When you sell your property that already has an existing mortgage there are some things that you need to take into consideration first. You can either port your current mortgage on to a new property, essentially transferring it from one home to another, or you can apply for a new mortgage altogether. There is a difference in costs when choosing one of these two options, and here at Charles & Derby we can assist with making that decision thanks to our specialist in-house mortgage advisors who know the industry inside out.

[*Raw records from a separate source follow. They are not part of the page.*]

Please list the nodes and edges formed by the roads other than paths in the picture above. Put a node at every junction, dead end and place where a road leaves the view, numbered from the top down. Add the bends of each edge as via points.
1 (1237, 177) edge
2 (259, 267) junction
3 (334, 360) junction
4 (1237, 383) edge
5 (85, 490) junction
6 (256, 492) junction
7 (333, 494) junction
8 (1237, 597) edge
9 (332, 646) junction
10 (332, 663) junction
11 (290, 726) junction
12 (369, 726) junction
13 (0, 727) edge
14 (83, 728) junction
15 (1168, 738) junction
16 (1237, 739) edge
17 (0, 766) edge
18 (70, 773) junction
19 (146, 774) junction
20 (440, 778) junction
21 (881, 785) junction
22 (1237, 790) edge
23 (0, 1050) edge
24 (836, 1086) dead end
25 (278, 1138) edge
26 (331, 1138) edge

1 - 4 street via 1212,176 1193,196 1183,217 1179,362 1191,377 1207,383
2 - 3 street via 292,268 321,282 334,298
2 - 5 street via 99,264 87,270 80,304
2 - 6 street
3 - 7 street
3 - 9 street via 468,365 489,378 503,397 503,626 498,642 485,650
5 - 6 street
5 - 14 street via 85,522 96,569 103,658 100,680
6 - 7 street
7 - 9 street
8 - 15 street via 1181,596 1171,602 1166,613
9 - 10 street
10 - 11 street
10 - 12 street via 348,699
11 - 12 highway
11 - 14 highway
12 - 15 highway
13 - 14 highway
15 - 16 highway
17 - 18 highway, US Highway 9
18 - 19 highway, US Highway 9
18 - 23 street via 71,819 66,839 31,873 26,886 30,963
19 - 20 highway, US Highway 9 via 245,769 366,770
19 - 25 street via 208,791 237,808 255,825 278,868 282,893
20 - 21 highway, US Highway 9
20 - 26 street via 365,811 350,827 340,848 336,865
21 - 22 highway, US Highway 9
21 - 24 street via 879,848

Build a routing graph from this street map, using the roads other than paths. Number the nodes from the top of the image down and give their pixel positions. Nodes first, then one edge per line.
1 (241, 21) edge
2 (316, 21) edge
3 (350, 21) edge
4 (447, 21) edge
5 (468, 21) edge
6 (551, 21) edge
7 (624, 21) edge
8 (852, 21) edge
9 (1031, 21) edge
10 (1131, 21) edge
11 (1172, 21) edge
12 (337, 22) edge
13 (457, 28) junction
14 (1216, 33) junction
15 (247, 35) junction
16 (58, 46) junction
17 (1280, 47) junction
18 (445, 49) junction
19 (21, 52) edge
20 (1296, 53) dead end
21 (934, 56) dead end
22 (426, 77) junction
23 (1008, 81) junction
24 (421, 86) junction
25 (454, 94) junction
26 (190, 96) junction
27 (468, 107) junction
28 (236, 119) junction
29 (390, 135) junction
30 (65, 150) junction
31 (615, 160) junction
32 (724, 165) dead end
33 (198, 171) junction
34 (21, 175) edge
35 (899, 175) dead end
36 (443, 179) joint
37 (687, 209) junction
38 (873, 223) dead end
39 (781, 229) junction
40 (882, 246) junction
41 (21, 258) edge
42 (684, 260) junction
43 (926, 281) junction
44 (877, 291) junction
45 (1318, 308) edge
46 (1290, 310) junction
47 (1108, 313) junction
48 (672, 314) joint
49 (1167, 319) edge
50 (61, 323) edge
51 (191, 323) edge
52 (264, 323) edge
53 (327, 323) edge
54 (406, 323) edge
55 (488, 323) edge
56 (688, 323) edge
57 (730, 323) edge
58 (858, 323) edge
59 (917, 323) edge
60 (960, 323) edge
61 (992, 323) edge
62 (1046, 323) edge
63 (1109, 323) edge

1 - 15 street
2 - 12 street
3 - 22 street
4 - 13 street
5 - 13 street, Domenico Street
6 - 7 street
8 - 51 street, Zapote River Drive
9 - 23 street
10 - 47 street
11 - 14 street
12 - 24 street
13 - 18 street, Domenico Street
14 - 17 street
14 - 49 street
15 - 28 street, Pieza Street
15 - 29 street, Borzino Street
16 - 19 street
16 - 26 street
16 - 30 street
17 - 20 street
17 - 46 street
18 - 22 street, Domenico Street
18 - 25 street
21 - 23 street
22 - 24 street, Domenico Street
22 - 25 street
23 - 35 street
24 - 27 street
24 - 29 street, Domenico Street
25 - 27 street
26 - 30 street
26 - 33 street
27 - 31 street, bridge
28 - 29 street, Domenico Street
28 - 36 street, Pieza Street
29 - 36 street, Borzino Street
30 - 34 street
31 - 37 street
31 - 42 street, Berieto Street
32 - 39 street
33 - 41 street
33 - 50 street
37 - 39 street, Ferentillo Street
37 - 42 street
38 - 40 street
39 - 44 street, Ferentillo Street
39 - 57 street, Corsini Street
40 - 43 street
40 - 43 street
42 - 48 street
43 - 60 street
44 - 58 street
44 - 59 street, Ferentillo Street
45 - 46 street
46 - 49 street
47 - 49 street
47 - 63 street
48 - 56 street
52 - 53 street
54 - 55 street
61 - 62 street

The first thing to know is that you can sell your property at any point even if you have an existing mortgage if you are able to afford the costs. You also have the option to redeem fully your existing mortgage and not purchase another, however you need to ensure that you sell your home for a higher price than the existing amount on your current loan. In some selling cases, due to negative equity, it may not be prudent or viable monetarily for you to sell your home – thankfully this does not occur often.
You need to check your current mortgage terms and conditions to see what you are and are not allowed to do with your mortgage. Financial penalties and costs you haven’t considered can be brought into play when trying to sell a home with an existing mortgage, and we are here to guide you through that process. There may even be a charge for repaying a mortgage earlier than expected.
The vast majority of the time, existing mortgages are fully redeemed when a property is sold, and your solicitor can make contact with the mortgage provider to repay any amounts which are outstanding once the sale completes. If a new mortgage is required, for example on an onward purchase, that application has to be made again afresh whether you are needing a new mortgage loan or are simply porting the mortgage.